Née en 2003, la filière Herbo Pacte vise à valoriser les veaux issus du cheptel laitier grâce au croisement Angus ou Hereford. A travers « la viande à l’herbe », Charal diversifie sa gamme pour séduire un large panel de consommateurs.
Pour valoriser les veaux laitiers, Bigard mise sur le croisement. Angus et Hereford sont au goût du jour. « Avec ces races, on arrive à avoir des conduites très herbagères, voire en plein air intégral. Ce sont aussi des animaux qui graissent vite et qui acquièrent rapidement une viande rouge » explique Dorothée Bonnet, responsable des achats pour le groupe Bigard. En bref, une manière de valoriser les mâles issus du troupeau laitier sans introduire un atelier d’engraissement trop contraignant sur les fermes laitières.

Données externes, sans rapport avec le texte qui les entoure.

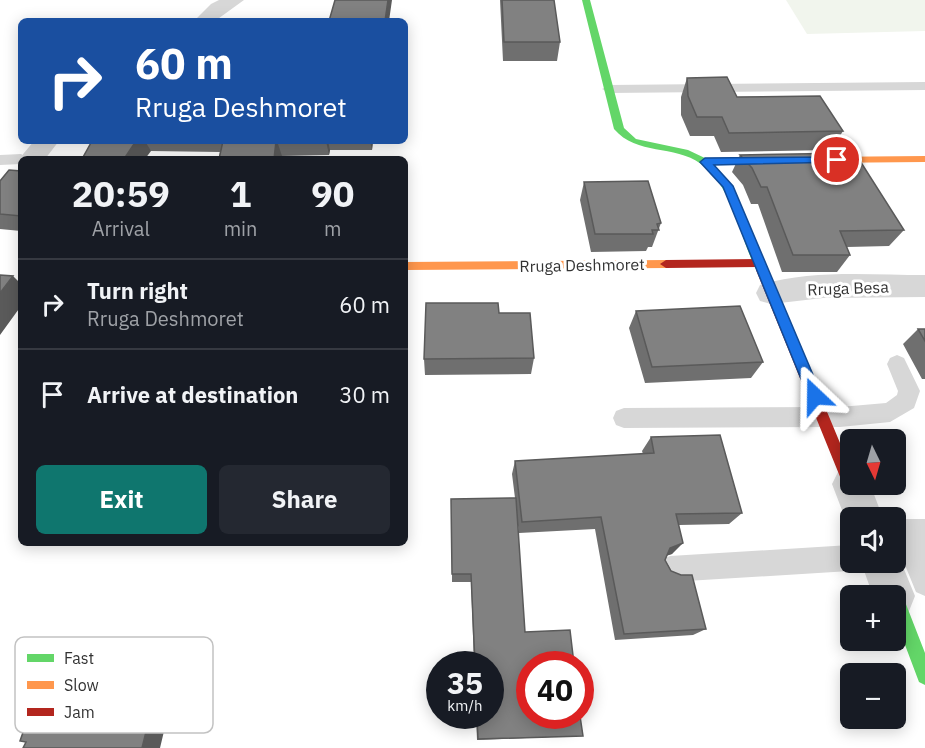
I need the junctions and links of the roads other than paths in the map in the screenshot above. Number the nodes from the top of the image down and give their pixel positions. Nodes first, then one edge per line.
1 (234, 0) edge
2 (586, 0) edge
3 (207, 18) edge
4 (925, 86) edge
5 (609, 89) junction
6 (44, 144) edge
7 (34, 156) edge
8 (18, 159) edge
9 (925, 159) edge
10 (0, 160) edge
11 (728, 161) dead end
12 (798, 161) edge
13 (705, 162) junction
14 (758, 263) junction
15 (408, 267) edge
16 (925, 286) edge
17 (771, 292) junction
18 (897, 364) dead end
19 (824, 416) junction
20 (624, 418) dead end
21 (840, 456) edge
22 (906, 555) edge
23 (840, 559) edge
24 (670, 568) edge
25 (917, 586) edge
26 (906, 626) edge
27 (925, 676) edge

1 - 3 street
2 - 5 street
4 - 5 lane
5 - 13 street
6 - 7 street
8 - 10 lane
9 - 12 street
11 - 13 street
13 - 14 street
14 - 15 street, Rruga Deshmoret
14 - 17 street
16 - 17 street, Rruga Besa
17 - 19 street
18 - 19 lane
19 - 20 lane
19 - 21 street
22 - 25 street
23 - 24 lane
26 - 27 street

L’objectif est d’obtenir des animaux de 310 kg de carcasse à 24 mois, avec une conformation 0=. Question rémunération, les éleveurs peuvent compter sur un prix minimum garanti revisité chaque année. 5 €/kg pour les veaux nés en 2023. Les animaux sont ensuite valorisés selon une cotation FranceAgriMer de bœuf viande R= 3. « C’est plutôt bien vendu, car on est sur des carcasses de croisés, et dont la conformation avoisine généralement le O », précise Dorothée Bonnet.
L’intérêt pour Charal : diversifier son offre en viande. « Sur des vaches allaitantes traditionnelles, on avoisine rapidement les 420 kg de carcasse ». Une conformation qui correspond davantage au rayon trad. Les croisés laitiers offrent ainsi des pièces au rapport poids / prix qui répondent aux attentes d’une partie des consommateurs.
558 éleveurs travaillent actuellement via la filière Herbo Pacte. Et Charal cherche à développer son réseau. « L’objectif est d’être à 600 à la fin de l’année ». Il est également possible d’intégrer la filière en tant qu’engraisseur. « On s’occupe de trouver les veaux » précise Dorothée Bonnet.
Si toutes les races laitières sont acceptées, les performances diffèrent. Une expérimentation menée à l’Inrae du Pin permet d’avoir un premier aperçu des performances des croisés jersiais, normands et holsteins.
Sans surprise, les croisés jersiais présentent les poids de carcasse les plus faibles. Compter 240 kg de carcasse en moyenne pour les femelles et 280 pour les mâles à un peu plus de 22 mois. Les mâles normands sont les plus lourds, avec 340 kg de carcasse (301 pour les femelles). Les femelles holsteins affichent quant à elles des poids de 310 kg de carcasse, et les mâles 299 kg.
Les conformations oscillent entre le O = et O +, à l’exception de la Jersiaise, avec quelques O -. Ces performances ont été obtenues à l’herbe, pâturée ou distribuée avec des veaux nés au printemps.